Watch the 13-minute video explainer here.
Almost a decade ago, it was incontrovertibly shown that NLP systems could process language as a sequence of sub-word units just as well as (and often better than) processing full words instead. With that, the field of sub-word tokenisation was born, tasked with splitting words into such sub-word units. Riding on the success of attention in LSTMs and later in transformers, the byte-pair encoding (BPE) tokeniser has become the default sub-word tokeniser: it is used in popular models such as LLaMA, the family of GPTs, Mistral etc... and requires no hand-crafted linguistic resources, like the models we train.
BPE
Based on the compression algorithm of the same name, BPE works by merging the smallest data unit (characters or bytes) into bigger and bigger units until it no longer can. Training starts by splitting a corpus into words and those words into characters. This set of characters is the alphabet, and is used to initialise the token vocabulary $V$. The training algorithm then iteratively finds the most frequently occurring pair of adjacent tokens $(x,y)$, concatenates them into a new token $xy$ everywhere, adds that to the vocabulary, and remembers this merge $(x,y) \to xy$ in a (ordered) list $M$. This continues until the vocabulary reaches a pre-set size. That's how easy it is to train a BPE tokeniser $(V,M)$.
Then, to tokenise any new word, it is split into characters, and the
list of remembered merges $M$ is replayed in order, where any merge that
is possible in the given word is applied. Ideally, this segments a word
into the most linguistically meaningful units.
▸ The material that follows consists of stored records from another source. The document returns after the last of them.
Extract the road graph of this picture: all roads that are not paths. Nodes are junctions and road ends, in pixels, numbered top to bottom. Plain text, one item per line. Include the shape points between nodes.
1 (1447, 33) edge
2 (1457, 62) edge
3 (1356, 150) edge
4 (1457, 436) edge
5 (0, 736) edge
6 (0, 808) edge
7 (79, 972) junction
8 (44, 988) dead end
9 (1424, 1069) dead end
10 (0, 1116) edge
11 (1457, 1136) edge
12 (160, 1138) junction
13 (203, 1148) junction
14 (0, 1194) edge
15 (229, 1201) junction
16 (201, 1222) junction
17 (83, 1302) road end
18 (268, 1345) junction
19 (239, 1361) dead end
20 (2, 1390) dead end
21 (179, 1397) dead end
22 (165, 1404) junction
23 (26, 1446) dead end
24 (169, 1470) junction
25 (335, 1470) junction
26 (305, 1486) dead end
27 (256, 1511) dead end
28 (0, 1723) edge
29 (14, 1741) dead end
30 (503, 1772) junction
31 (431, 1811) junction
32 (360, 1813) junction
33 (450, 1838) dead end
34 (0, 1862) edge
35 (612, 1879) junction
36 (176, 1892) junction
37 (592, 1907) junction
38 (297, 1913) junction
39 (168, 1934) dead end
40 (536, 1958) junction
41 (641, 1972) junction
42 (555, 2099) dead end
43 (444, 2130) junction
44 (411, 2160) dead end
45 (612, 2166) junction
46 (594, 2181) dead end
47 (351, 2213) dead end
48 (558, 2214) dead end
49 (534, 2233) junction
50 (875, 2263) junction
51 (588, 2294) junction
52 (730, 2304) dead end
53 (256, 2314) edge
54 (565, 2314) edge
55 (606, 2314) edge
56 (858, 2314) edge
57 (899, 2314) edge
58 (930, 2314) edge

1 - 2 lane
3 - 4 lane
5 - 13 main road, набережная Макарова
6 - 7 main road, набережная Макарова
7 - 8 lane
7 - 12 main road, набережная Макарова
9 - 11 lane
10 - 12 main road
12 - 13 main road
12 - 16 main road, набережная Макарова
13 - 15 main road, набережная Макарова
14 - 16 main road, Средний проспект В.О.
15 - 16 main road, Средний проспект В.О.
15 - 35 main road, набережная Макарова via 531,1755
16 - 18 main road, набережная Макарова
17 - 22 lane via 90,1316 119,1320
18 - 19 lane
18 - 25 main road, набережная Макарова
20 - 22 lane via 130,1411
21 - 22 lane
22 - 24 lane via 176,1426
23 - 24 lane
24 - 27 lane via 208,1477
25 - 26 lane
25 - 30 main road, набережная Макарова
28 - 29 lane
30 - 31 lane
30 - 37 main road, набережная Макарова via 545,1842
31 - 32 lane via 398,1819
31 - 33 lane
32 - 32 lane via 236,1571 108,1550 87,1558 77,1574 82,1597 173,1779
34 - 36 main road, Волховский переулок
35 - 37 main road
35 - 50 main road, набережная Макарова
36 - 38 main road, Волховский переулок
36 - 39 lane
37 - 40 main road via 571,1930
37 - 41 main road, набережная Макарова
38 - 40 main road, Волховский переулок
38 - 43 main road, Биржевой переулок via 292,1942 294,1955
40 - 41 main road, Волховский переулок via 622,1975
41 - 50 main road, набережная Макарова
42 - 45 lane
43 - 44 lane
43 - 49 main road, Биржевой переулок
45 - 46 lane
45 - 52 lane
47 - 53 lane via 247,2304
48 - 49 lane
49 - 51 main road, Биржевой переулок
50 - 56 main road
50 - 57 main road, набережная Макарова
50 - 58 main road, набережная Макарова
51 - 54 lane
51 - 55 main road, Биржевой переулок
Unfortunately, BPE has no
notion of linguistics, meaning it often merges characters that should
definitely stay separated. For example, the BPE tokeniser used in
RoBERTa, which has picked up on frequent patterns in the English
language, is very quick to merge e
and s
into
one token es
. Compound words such as
horseshoe
, which should ideally be segmented into two
tokens horse/shoe
, are predictably botched by BPE:
Clearly, there is a need to supplement BPE's unsupervised training with linguistically informed data.
BPE-knockout
We present BPE-knockout, a post-processing step for existing BPE
tokenisers that eliminates problematic merges. Given a dataset that
shows the desirable segmentation for sufficiently many words -- in our
case, that's a segmentation into morphemes, the building blocks used by
the language itself to compose a word, as in the famous
dis/establish/ment/arian/ism
-- we let BPE tokenise the
same words and compare the desirable segmentation with BPE's
segmentation. Since every merge removes exactly one separation between
two characters (by contracting the tokens those characters are part of),
the disappearance of a desirable segmentation boundary can be blamed on
exactly one merge. We count up how many times $N(m)$ every merge $m\in
M$ is applied and how many times $B(m)$ it is blamed out of those.
Hence, we know which merges cause more harm than good
overall, namely when $B(m)/N(m) \geq \frac12$ (i.e. they remove
a desirable boundary the majority of the time they are applied)
and we disable such merges permanently.
Disabling a merge $(x,y)\to xy$ means that the token $xy$ can never be formed again. That would in turn imply that every token formed using $xy$, by merges like $(xy,z)\to xyz$ or $(z,xy)\to zxy$, would also never be formed again; we get a recursive cascade of disabled merges. To prevent such unintended consequences, we design a more surgical knockout procedure, where we only remove the token $xy$ and its merge, but we keep merges that used $xy$ by replacing it with its parents: the two-token merge $(xy,z)\to xyz$ becomes a three-token merge $(x,y,z)\to xyz$ and so on. Since BPE's vocabulary $V$ and merges $M$ are really just vertices and edges in a graph, knockout can be easily visualised in the $(V,M)$ graph that represents the tokeniser:
By knocking holes into the BPE merge graph informed by desirable segmentations, we effectively inject linguistic knowledge into the otherwise unsupervised BPE tokeniser, in such a way that it remembers it in future segmentations. This is in contrast to training BPE on a pre-segmented corpus, which still crosses desirable boundaries at inference time despite never having done so at training time.